فمن أصغى إليه بحق تحقق، ومن أصغى إليه بنفسه تزندق


Artinya, "Barang siapa mendengarkan suara (sama’) dengan kebenaran, maka ia akan mendapat pencerahan. Tapi siapa yang mendengarnya dengan nafsunya, ia bisa terjerumus dalam kesesatan." (Abū Ḥāmid al-Ghazālī, Iḥyā’ ‘Ulūm al-Dīn, [Beirut, Dār al-Maʿrifah], juz 2, hlm. 292)


Al-Ghazali tidak menyalahkan suara itu sendiri: apakah berasal dari syair, lantunan, atau dentuman, tetapi bagaimana cara hati merespons suara tersebut. Kritik terhadap sound horeg seringkali tidak melihat konteks sosial, spiritual, atau batiniah dari suara itu, melainkan hanya menghukumnya secara lahiriah sebagai gangguan. Padahal, jika suara itu lahir dari kegembiraan, kebersamaan, bahkan pengharapan warga atas realitas hidup yang sunyi dan timpang, maka secara ruhani bisa bernilai sama, yakni suara yang didengarkan dengan kebenaran.

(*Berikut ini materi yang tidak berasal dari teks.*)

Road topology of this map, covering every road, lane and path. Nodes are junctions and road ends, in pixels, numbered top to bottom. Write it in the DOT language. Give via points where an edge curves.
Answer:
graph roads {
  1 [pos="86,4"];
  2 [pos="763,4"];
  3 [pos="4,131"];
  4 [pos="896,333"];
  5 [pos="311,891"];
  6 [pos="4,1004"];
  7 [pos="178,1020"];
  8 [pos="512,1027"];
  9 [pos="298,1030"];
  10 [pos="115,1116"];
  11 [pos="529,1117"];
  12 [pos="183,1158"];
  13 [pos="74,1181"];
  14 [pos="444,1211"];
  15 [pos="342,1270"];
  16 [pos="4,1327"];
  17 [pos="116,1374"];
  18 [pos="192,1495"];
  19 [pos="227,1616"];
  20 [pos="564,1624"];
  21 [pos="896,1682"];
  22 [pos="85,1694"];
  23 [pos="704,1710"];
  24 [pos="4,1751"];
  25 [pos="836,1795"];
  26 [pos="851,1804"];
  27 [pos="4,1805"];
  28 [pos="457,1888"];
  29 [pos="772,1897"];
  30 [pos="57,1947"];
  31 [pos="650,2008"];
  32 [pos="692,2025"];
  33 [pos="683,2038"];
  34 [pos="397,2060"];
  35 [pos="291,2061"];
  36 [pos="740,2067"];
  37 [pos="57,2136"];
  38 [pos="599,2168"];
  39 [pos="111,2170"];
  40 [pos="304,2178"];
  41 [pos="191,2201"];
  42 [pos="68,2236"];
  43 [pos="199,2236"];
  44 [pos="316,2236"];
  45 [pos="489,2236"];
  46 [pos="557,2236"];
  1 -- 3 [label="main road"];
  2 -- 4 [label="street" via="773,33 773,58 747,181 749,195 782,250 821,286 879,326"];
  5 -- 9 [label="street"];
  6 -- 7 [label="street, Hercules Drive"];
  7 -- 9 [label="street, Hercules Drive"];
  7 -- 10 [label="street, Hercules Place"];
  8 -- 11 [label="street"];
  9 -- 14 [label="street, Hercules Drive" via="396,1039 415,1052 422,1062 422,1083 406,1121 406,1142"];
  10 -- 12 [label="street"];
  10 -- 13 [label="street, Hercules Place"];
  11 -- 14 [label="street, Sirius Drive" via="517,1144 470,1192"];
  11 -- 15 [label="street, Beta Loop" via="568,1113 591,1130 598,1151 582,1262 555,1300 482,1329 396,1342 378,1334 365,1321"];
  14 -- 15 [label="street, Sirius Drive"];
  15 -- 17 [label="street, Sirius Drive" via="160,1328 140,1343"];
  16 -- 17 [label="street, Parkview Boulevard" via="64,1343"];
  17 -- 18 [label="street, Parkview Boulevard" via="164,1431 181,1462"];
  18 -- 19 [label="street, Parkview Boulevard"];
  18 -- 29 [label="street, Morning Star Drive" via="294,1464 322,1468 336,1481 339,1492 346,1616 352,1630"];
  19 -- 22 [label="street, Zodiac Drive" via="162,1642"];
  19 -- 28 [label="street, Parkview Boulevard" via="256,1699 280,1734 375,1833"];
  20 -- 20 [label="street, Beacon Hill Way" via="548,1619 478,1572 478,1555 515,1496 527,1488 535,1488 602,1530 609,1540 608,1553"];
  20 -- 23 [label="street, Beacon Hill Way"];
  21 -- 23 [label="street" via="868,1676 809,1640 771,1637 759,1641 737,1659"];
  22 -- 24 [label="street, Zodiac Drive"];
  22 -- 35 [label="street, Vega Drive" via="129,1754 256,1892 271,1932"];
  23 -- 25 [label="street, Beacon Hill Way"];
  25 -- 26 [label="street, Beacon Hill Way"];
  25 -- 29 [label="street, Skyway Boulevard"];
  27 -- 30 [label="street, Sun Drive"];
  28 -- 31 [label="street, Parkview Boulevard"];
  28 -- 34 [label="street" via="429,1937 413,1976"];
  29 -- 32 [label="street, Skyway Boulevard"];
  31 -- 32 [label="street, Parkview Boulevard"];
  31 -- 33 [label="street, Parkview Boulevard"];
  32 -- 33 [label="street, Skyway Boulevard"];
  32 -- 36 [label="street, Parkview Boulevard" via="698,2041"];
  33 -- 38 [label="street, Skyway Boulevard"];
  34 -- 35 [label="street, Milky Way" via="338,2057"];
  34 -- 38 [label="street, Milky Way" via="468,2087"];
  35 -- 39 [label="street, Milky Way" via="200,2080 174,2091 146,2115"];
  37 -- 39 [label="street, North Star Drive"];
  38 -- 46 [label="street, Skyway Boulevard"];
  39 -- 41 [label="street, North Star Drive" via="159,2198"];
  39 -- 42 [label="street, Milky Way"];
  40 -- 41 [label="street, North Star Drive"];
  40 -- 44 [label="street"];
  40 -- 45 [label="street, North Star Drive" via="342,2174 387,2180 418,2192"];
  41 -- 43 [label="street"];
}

Solusi Umar bin Khattab dalam menghadapi kebisingan jamaah di masjid Nabawi memberi inspirasi penting: bukan membungkam suara, tapi mengaturnya secara adil. Umar membangun pelataran Buthaiha’ di luar masjid sebagai ruang legal untuk percakapan, syair, dan suara keras. Dengan ini, ketenangan ibadah terjaga, dan ekspresi masyarakat tetap mendapat tempat. Ini adalah bentuk keadilan spasial dalam Islam, yang sayangnya belum banyak dicontoh dalam penataan ruang urban hari ini. Polemik sound horeg bukan soal volume, tapi soal akses: siapa yang diberi ruang untuk bersuara, dan siapa yang didorong untuk diam.


Jika konser elite diberi ruang mewah dan perlindungan hukum, mengapa suara rakyat tidak mendapat hak yang sama? Selama negara tidak menyediakan Buthaiha modern sebagai ruang terbuka, legal, dan setara, maka jalanan dan lapangan kampung akan terus menjadi panggung mereka. Di tengah ketimpangan, suara rakyat bukan sekadar hiburan atau gangguan, tapi bentuk kehadiran. Dan sebagaimana diajarkan dalam tradisi sama’, suara bisa menjadi jalan menuju Allah, asal diberi ruang untuk didengar, direnungkan, dan dimuliakan. 


Ustadz Mishbah Khoiruddin Zuhri, Alumni Kelas Menulis Keislaman NU Online 2025 dan Mahasiswa Fakultas Studi Islam, Universitas Islam Internasional Indonesia.